New York City Opera Opens Spring Season With POWDER ON HER FACE, 2/15-23
New York City Opera opens its spring 2013 season with a new production of Powder Her Face (1995), composed by Thomas Adès (b.1971) to a libretto by Philip Hensher (b. 1965). The world premiere of the opera, inspired by a sex scandal that rocked Britain in the early 60s, not only caused controversy, with its on-stage depiction of fellatio, but also propelled Adès to international recognition. Reviewing the premiere, The Sunday Times critic Paul Driver called Powder Her Face "one of the most striking new operas I have seen in years," and added, "From the tango of the overture to the tango of the close, one is on The Edge of one's seat trying to catch as much as possible of the prolific, fast-altering, vividly etched and instrumentally outrageous detail of a score which is boiling with life."

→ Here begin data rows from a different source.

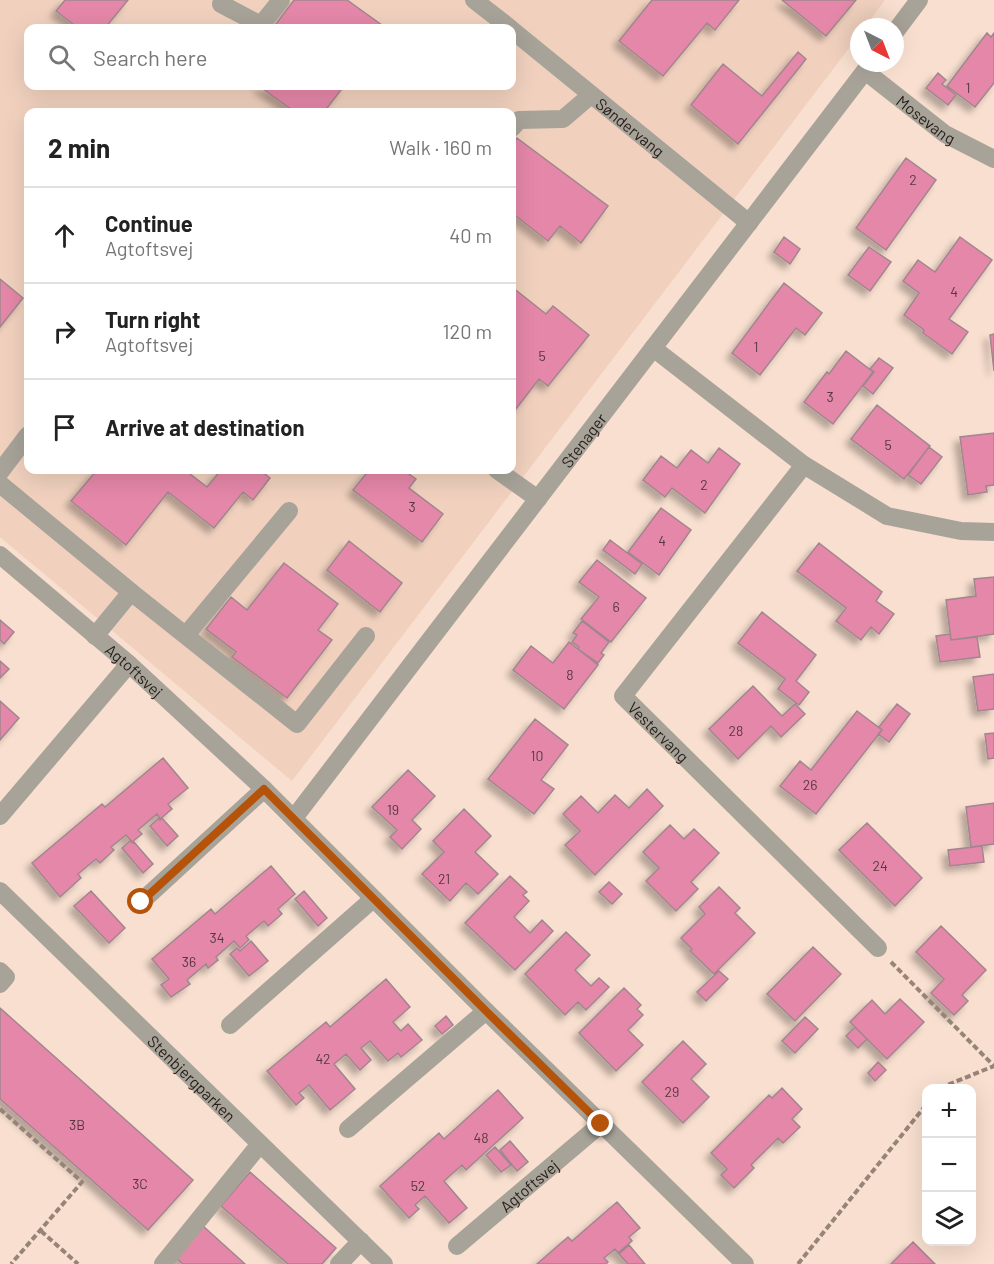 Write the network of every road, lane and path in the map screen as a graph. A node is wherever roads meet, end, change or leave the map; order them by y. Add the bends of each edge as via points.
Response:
1 (281, 0) edge
2 (474, 0) edge
3 (919, 0) edge
4 (221, 4) dead end
5 (904, 20) edge
6 (259, 24) edge
7 (262, 24) edge
8 (505, 24) edge
9 (516, 33) edge
10 (864, 72) edge
11 (874, 72) edge
12 (591, 95) junction
13 (516, 123) edge
14 (994, 159) edge
15 (749, 223) junction
16 (653, 348) junction
17 (24, 440) edge
18 (804, 465) junction
19 (0, 472) edge
20 (503, 474) edge
21 (0, 484) edge
22 (538, 499) junction
23 (289, 511) dead end
24 (994, 532) edge
25 (0, 555) edge
26 (131, 591) junction
27 (186, 635) junction
28 (95, 636) junction
29 (366, 636) dead end
30 (129, 664) junction
31 (264, 789) junction
32 (0, 816) edge
33 (294, 818) junction
34 (374, 899) junction
35 (141, 902) dead end
36 (4, 903) edge
37 (878, 948) joint
38 (0, 971) edge
39 (0, 984) edge
40 (486, 1011) junction
41 (230, 1025) dead end
42 (994, 1066) edge
43 (952, 1084) edge
44 (0, 1109) edge
45 (922, 1111) edge
46 (601, 1124) junction
47 (348, 1129) dead end
48 (260, 1144) junction
49 (41, 1231) junction
50 (361, 1241) junction
51 (457, 1246) dead end
52 (735, 1261) edge
53 (11, 1264) edge
54 (78, 1264) edge
55 (163, 1264) edge
56 (339, 1264) edge
57 (384, 1264) edge
58 (798, 1264) edge

1 - 7 street
2 - 8 street, Søndervang
3 - 5 street
4 - 6 street
9 - 12 street, Søndervang
10 - 15 street, Stenager
11 - 14 street, Mosevang via 945,134
12 - 13 street via 563,119 519,120
12 - 15 street, Søndervang
15 - 16 street, Stenager
16 - 18 street
16 - 22 street, Stenager
17 - 19 street
18 - 24 street via 887,516 961,531
18 - 37 street, Vestervang via 623,696
20 - 22 street
21 - 26 street
22 - 33 street, Stenager
23 - 27 street
25 - 28 street, Agtoftsvej
26 - 27 street
26 - 28 street
27 - 29 street via 297,723
28 - 30 street, Agtoftsvej
30 - 31 street, Agtoftsvej
30 - 32 street
31 - 33 street, Agtoftsvej
31 - 35 street
33 - 34 street, Agtoftsvej
34 - 40 street, Agtoftsvej
34 - 41 street
36 - 48 street, Stenbjergparken
37 - 42 path
38 - 39 street via 6,977
40 - 46 street, Agtoftsvej
40 - 47 street
42 - 43 path
44 - 49 path via 82,1182
45 - 58 path
46 - 51 street, Agtoftsvej
46 - 52 street, Agtoftsvej
48 - 50 street, Stenbjergparken
48 - 55 street
49 - 53 path
49 - 54 path
50 - 56 street
50 - 57 street, Stenbjergparken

Conducted by Jonathan Stockhammer, whose artistry is as musically omnivorous as Adès' score, and directed by Jay Scheib, who is known for technologically rich theatrical innovation, the opera returns to BAM, where it was semi-staged at the Majestic (now Harvey) Theater as part of the 1998 Next Wave Festival.
Performances will take place February 15-23 at the BAM Howard Gilman Opera House (30 Lafayette Avenue, Brooklyn): February 15, 21 and 23 at 7:30 P.M., and February 17 at 1:30 P.M. Tickets, $25-$250, can be purchased at 718.636.4100 or BAM.org. Please note: The production contains nudity and scenes of a sexual nature; parental discretion is advised.
Powder Her Face centers around a series of Polaroids presented during the 1963 divorce case against Margaret Campbell, Duchess of Argyll. In the pictures, Campbell, dubbed the "Dirty Duchess" for the eighty-eight men with whom she allegedly had extramarital affairs, appeared nude, wearing only her signature pearl necklace. Some of the photos showed the Duchess performing oral sex on a man whose face was not visible. He was crowned "the headless man" by the tabloids, and his identity was the subject of much speculation.
Through the prism of Campbell's life story, Powder Her Face explores the intersection of gender, politics and power. Scheib has said, "Powder Her Face, with its high-speed turns, feels on the surface like a Don Giovanni-but this one's about a woman who does what she wants how and when she wants. Adès has singlehandedly resurrected the reputation of one Dirty Duchess, as dreamt by Jean Genet-and the music is absolutely thrilling."